== Work to be completed ==
Your job is to reproduce all of the data exactly.

Extracted data entries
******************************
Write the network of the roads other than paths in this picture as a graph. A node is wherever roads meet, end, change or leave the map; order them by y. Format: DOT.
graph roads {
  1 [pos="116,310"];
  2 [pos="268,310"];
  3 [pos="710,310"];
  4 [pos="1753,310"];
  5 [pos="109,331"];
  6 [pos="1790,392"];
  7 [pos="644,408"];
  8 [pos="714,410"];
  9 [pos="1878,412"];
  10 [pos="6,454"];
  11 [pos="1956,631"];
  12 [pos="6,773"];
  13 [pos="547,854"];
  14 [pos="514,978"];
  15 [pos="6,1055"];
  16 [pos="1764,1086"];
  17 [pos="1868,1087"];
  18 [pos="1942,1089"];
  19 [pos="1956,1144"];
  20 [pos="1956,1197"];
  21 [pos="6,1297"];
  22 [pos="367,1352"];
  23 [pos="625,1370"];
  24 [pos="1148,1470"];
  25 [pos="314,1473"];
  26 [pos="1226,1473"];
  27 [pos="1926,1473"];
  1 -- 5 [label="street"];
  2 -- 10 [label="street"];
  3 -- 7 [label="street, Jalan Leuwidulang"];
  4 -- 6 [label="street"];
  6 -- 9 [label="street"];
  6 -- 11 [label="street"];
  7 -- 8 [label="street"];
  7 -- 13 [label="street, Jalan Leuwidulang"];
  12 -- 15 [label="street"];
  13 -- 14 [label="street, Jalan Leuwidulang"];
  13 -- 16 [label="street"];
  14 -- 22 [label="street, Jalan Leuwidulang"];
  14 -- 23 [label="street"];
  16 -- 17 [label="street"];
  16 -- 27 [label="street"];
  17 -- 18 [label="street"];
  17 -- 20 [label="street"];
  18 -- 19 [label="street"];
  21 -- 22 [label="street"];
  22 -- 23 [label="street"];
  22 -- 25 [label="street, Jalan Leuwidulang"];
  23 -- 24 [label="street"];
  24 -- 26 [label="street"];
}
******************************
== Solution below ==
Write the network of the roads other than paths in this picture as a graph. A node is wherever roads meet, end, change or leave the map; order them by y. Format: DOT.
graph roads {
  1 [pos="116,310"];
  2 [pos="268,310"];
  3 [pos="710,310"];
  4 [pos="1753,310"];
  5 [pos="109,331"];
  6 [pos="1790,392"];
  7 [pos="644,408"];
  8 [pos="714,410"];
  9 [pos="1878,412"];
  10 [pos="6,454"];
  11 [pos="1956,631"];
  12 [pos="6,773"];
  13 [pos="547,854"];
  14 [pos="514,978"];
  15 [pos="6,1055"];
  16 [pos="1764,1086"];
  17 [pos="1868,1087"];
  18 [pos="1942,1089"];
  19 [pos="1956,1144"];
  20 [pos="1956,1197"];
  21 [pos="6,1297"];
  22 [pos="367,1352"];
  23 [pos="625,1370"];
  24 [pos="1148,1470"];
  25 [pos="314,1473"];
  26 [pos="1226,1473"];
  27 [pos="1926,1473"];
  1 -- 5 [label="street"];
  2 -- 10 [label="street"];
  3 -- 7 [label="street, Jalan Leuwidulang"];
  4 -- 6 [label="street"];
  6 -- 9 [label="street"];
  6 -- 11 [label="street"];
  7 -- 8 [label="street"];
  7 -- 13 [label="street, Jalan Leuwidulang"];
  12 -- 15 [label="street"];
  13 -- 14 [label="street, Jalan Leuwidulang"];
  13 -- 16 [label="street"];
  14 -- 22 [label="street, Jalan Leuwidulang"];
  14 -- 23 [label="street"];
  16 -- 17 [label="street"];
  16 -- 27 [label="street"];
  17 -- 18 [label="street"];
  17 -- 20 [label="street"];
  18 -- 19 [label="street"];
  21 -- 22 [label="street"];
  22 -- 23 [label="street"];
  22 -- 25 [label="street, Jalan Leuwidulang"];
  23 -- 24 [label="street"];
  24 -- 26 [label="street"];
}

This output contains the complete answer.